Excerpts from my journal during a 3 week sojourn in Detroit Michigan, late winter 2014, searching for the seeds of the New Miracle of Detroit
April 4, 2014, Friday, Detroit
Cool, upper 30s, overcast, foggy, mild easterly wind—rain forecast, again.
After a bit of imagined bad news out of the way [a waking nightmarish fantasy about lost love] I can get to the better news, how life is in Detroit for me photographically. Lifting me out of the 4 day no photo doldrums I’d been in, yesterday afternoon [April 3, 2014], thanks to Mike who laid out numerous possibilities for examples of Detroit Up for me to photograph, I met and extensively photographed and interviewed Alan Kaniarz in his shop in the Russell Industrial Center on Detroit’s near East Side.
60 years old, with a long white mustache and matching goatee, tall and thin, wearing a dark leather long-billed cap and a paisley shirt, he toured me thru his shop. (I thought my son-in-law Phil would admire such a shop and pursuit and must remember to tell him about Alan.) Alan is multi-talented: wood, metal, glass. He invents, constructs, and repairs wood furniture and cabinetry. He collects and repairs antique lamps. He renews old picture frames and other wooden antiques. He commented that being so multifaceted helps him over the tough economic times he, Detroit, and the nation have recently faced. He also teaches at the College for Creative Studies and invited me to photograph him later if the administration gives us permission.
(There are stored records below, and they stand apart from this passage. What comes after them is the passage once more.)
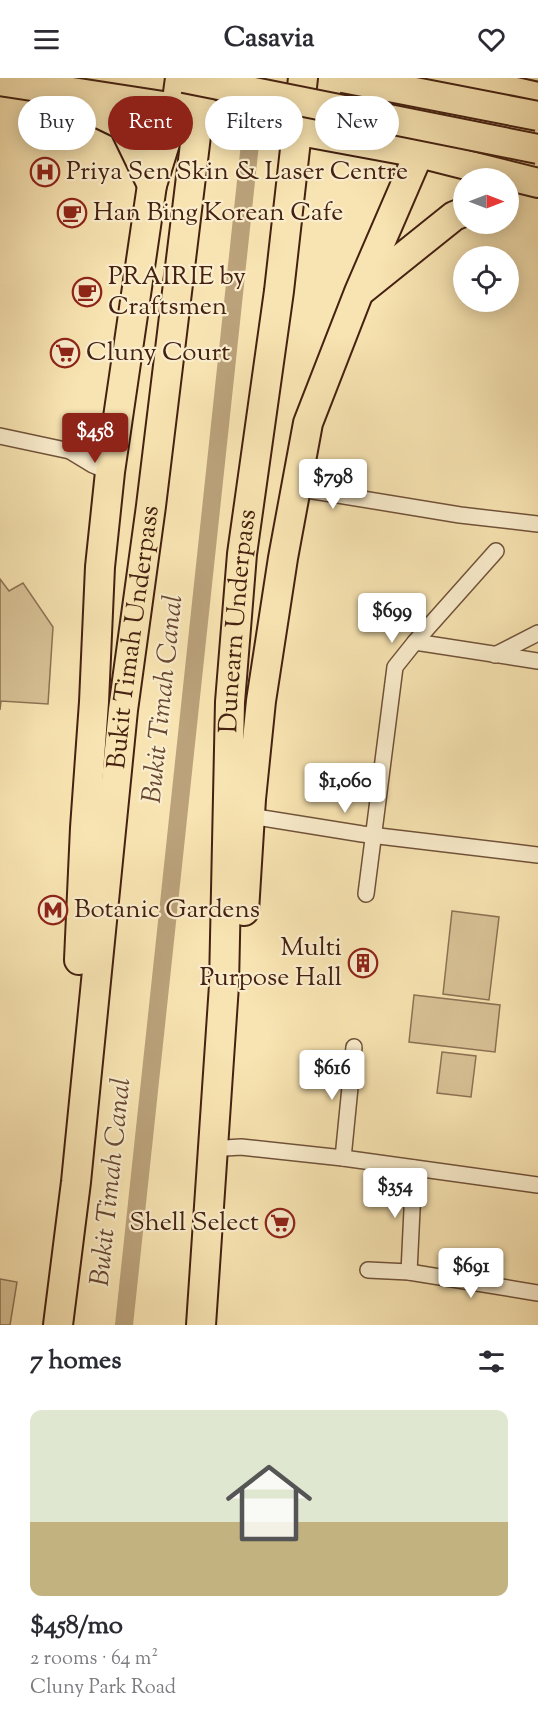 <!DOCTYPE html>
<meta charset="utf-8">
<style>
body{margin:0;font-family:"Sorts Mill Goudy",serif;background:#f7f7f7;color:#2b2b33;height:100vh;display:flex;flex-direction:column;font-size:22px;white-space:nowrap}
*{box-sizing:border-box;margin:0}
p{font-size:20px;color:#7c7c81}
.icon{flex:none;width:33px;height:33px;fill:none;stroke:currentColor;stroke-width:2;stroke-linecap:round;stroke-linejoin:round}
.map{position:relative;height:1247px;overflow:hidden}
.details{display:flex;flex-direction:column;background:#fff;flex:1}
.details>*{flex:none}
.hud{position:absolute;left:18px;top:18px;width:502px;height:54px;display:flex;gap:12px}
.needle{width:39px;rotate:90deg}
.fabs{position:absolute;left:453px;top:90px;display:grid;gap:12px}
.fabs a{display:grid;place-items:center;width:66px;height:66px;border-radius:50%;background:#fff;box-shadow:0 3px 15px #0003;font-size:30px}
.price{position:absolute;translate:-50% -51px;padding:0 14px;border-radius:6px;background:#fff;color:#222;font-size:20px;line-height:39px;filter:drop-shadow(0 2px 3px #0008)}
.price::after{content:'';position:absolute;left:50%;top:36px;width:18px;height:14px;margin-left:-9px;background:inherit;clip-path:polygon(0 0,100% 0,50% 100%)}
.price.current{background:#8f2418;color:#fff}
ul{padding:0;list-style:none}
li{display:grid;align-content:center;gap:12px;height:318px;padding:0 30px}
li span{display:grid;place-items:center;height:186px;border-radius:12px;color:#555}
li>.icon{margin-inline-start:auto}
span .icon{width:108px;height:108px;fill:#fffc;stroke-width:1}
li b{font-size:26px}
h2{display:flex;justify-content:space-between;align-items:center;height:72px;padding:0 30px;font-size:26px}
.chip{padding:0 21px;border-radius:27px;background:#fff;box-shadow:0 3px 15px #0003;font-size:21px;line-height:54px}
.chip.current{background:#8f2418;color:#fff}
header{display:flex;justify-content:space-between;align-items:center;height:78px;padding:0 30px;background:#fff;font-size:27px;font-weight:700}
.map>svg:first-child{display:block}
.green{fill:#d9c397;stroke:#8e7254;stroke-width:1.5}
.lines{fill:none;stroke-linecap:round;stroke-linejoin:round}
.canal{stroke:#bba27b;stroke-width:18}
.street-casing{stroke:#715239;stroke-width:18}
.highway-casing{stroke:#442111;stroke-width:32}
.street{stroke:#faedcd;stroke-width:15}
.highway{stroke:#f8e4b2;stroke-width:28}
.highway-bridge-casing{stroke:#442111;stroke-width:32;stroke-linecap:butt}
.highway-bridge{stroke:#f8e4b2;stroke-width:28}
.labels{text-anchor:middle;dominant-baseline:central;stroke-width:4.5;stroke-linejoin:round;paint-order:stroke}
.poi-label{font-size:26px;fill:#442111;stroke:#faedcd;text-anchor:start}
.street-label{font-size:26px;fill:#442111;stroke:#faedcd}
.water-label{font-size:27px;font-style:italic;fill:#684831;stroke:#faedcd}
</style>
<header><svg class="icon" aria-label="menu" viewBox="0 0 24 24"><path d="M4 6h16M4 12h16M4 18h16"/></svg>Casavia<svg class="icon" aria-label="heart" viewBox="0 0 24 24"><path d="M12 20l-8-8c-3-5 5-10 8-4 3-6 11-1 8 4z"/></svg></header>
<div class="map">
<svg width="538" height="1247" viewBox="0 0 538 1247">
<rect width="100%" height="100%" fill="#f8e4b2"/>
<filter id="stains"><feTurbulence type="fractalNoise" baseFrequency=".00333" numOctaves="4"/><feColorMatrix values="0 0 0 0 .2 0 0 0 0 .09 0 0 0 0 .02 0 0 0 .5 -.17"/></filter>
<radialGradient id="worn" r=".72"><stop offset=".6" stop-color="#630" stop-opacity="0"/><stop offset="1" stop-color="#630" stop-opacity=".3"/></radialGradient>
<g class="green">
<polygon points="0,501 9,513 23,505 53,549 48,626 1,623 0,632"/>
<polygon points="452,833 499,839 489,922 443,916"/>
<polygon points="414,917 500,927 495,974 409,964"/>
<polygon points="442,974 476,978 471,1019 437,1015"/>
<polygon points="0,1201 17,1204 10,1247 0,1247"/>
</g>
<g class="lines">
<polyline class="canal" points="124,1247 257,0"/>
<g class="street-casing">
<g id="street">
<polyline points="0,358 70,373 93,387 110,394"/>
<polyline points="70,373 115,366"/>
<polyline points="295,410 460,437 538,446"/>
<polyline points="415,564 538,583"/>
<polyline points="495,577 538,555"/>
<polyline points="250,738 362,756 538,777"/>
<polyline points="366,816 395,589 415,564 496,473"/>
<polyline points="225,1070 241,1069 343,1080 538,1107"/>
<polyline points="343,1080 354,969"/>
<polyline points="368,1192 409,1194 538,1215"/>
<polyline points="409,1194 414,1090"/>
</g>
</g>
<g class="highway-casing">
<g id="highway">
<polyline points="453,0 538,19"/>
<polyline points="0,3 176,30 419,75 538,105"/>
<polyline points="71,22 123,47 152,107"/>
<polyline points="363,211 454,138 464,134"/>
<polyline points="244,833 251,721 261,623 283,480 308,345 359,214 419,75 435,0"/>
<polyline points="79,882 85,750 94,624 100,489 110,394 152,107 176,30 180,0"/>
<path id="s1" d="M58 1247 76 1104 123 632 151 428 203 0"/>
<path id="s2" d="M201 1247 224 907 230 624 242 476 279 213 303 0"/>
</g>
</g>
<use href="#street" class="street"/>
<use href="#highway" class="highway"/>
<g class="highway-bridge-casing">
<g id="highway-bridge">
<polyline points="184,0 538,71"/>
<polyline points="343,0 538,38"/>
</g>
</g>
<use href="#highway-bridge" class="highway-bridge"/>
</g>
<defs>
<g id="hospital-ring" transform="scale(1.5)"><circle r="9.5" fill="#faedcd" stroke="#8f2418" stroke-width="1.5"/><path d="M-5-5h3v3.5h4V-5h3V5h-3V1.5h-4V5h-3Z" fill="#8f2418"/></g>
<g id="cafe-ring" transform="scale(1.5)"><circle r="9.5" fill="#faedcd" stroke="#8f2418" stroke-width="1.5"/><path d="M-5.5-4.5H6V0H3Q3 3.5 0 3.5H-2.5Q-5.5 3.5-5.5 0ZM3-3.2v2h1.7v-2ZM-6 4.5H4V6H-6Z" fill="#8f2418"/></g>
<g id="supermarket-ring" transform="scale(1.5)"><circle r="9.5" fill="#faedcd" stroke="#8f2418" stroke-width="1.5"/><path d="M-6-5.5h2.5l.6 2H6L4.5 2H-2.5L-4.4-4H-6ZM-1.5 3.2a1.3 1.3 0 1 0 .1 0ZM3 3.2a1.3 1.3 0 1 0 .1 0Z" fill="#8f2418"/></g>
<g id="metro-ring" transform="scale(1.5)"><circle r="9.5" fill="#faedcd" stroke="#8f2418" stroke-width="1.5"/><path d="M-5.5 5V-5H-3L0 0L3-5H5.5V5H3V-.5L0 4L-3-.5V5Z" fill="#8f2418"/></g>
<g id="building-ring" transform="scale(1.5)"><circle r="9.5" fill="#faedcd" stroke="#8f2418" stroke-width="1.5"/><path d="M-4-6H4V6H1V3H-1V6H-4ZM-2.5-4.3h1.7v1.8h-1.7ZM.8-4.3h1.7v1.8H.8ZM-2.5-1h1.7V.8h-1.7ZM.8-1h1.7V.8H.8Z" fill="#8f2418"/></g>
</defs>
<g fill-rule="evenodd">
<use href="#hospital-ring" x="45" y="94"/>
<use href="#cafe-ring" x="72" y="135"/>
<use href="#cafe-ring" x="87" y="214"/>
<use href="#supermarket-ring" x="65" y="275"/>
<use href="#metro-ring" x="53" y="832"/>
<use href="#building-ring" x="363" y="885"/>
<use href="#supermarket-ring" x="280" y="1145"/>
</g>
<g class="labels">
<g class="poi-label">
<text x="66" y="94">Priya Sen Skin &amp; Laser Centre</text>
<text x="93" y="135">Han Bing Korean Cafe</text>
<text x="108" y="199">PRAIRIE by<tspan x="108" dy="30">Craftsmen</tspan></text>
<text x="86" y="275">Cluny Court</text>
<text x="74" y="832">Botanic Gardens</text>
<text x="342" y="870" text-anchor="end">Multi<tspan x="342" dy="30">Purpose Hall</tspan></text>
<text x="259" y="1145" text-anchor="end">Shell Select</text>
</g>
<g class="street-label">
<text stroke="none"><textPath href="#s2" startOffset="705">Dunearn Underpass</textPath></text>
<text stroke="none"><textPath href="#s1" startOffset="692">Bukit Timah Underpass</textPath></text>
</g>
<g class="water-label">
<text transform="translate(164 621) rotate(-84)">Bukit Timah Canal</text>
<text transform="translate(112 1104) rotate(-84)">Bukit Timah Canal</text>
</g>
</g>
<rect width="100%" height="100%" filter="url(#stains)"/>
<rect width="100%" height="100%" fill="url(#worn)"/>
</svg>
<div class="fabs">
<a><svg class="needle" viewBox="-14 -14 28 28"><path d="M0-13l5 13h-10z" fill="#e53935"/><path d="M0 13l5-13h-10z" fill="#7c7c81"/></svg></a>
<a><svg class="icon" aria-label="locate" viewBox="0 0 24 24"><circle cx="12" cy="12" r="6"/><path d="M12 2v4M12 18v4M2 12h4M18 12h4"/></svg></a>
</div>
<b class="price current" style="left:95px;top:386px">$458</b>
<b class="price" style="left:333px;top:432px">$798</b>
<b class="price" style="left:392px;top:566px">$699</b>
<b class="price" style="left:345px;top:736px">$1,060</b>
<b class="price" style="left:332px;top:1023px">$616</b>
<b class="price" style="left:395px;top:1141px">$354</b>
<b class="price" style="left:471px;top:1221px">$691</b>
<div class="hud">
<a class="chip">Buy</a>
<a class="chip current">Rent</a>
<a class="chip">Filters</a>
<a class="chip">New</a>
</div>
</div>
<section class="details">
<h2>7 homes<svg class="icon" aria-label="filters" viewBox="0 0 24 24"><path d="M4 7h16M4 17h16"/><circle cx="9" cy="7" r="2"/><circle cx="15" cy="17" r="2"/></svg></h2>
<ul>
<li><span style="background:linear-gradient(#dfe7d0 60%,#c2b280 0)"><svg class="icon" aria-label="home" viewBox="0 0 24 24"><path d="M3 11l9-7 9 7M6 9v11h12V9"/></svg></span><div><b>$458/mo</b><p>2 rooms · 64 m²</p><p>Cluny Park Road</p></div></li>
</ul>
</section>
I told him I was searching for the seeds of a new Detroit miracle and asked, are you one? Without hesitation, he answered, yes. And explained that he employs students from the college, and has recently purchased a derelict building that he will rehab into relatively reasonably priced apartments for students. He is part of an association that includes Mike, possibly fosters clever social entrepreneurship, and goes by some initials that I did not record.
After my long session with Alan, at least 90 minutes, I explored the old factory complex, designed in 1915 by Albert Kahn. He’d explained that its first use was as a carriage-making factory, the entire complex, then with the rise of the automobile, it converted to making car bodies, not Fisher, but something equivalent. After other iterations, it now houses more than 140 tenants, mostly artists and craftspeople. I discovered 2 cars cut in half and affixed to walls. I discovered faces made of scrap metal. I discovered a set of words that resonated with me. (I hope to use them somehow, maybe transcribed as a footer or added to a display.) I discovered long hallways, mostly empty. I did not penetrate any studios so what’s behind the doors and walls remains a mystery to me.
Alan gave me more leads including the CEO of Quicken who apparently invests in a socially wise manner. And Whole Foods, committing to the city, a true outpost in the realm of food. (For lunch yesterday from Whole Foods I gobbled down a chocolate chip scone, with milk, heated. I—and I presume many others—cannot survive without my daily consumption of spiffy food. Good bread in particular. And chocolate chip anything. Also peanut butter without sugar, chunky style.)
As usual finding the place presented problems. But the roaming brought me into new zones where I might return to pursue my sub theme of industrial landscape.
Reminding me that I temporarily live in Detroit in a relatively tough neighborhood, out my window yesterday early evening I noticed a heavy woman walking on the opposite sidewalk, apparently tracked by someone in a car. The driver pulled into a driveway to block her, left the car, and walked hurriedly to her. Is this a case of domestic violence unfolding before my eyes? I mused. He confronted her, held her. Because of the distance I couldn’t quite make out the tone. I picked up my phone and thought I might immediately phone 911 to report the incident as it unfolded—let the cops handle the situation. Then a succeeding and perhaps much wiser thought occurred: monitor the situation, outside where he can see me, with phone in hand. Deliberately banging my door, I stood conspicuously on the porch, phone in hand, and observed. He seemed to notice me. From confrontation the mood seemed to change to reconciliation. Another woman cracked open the rear door of the car and shouted something to the couple. He held her, this time maybe lovingly, and escorted her back to the car. No violence that I detected. And they drove off. All three were African-Americans.
What was the true story? Would he harm her later? Should I have intervened more forcibly, either by phoning the cops or walking into the scene? How much risk would that entail? To me and to the woman? Should I have brought my camera, as another form of intervention, not necessarily to use it, but to be ready to use it?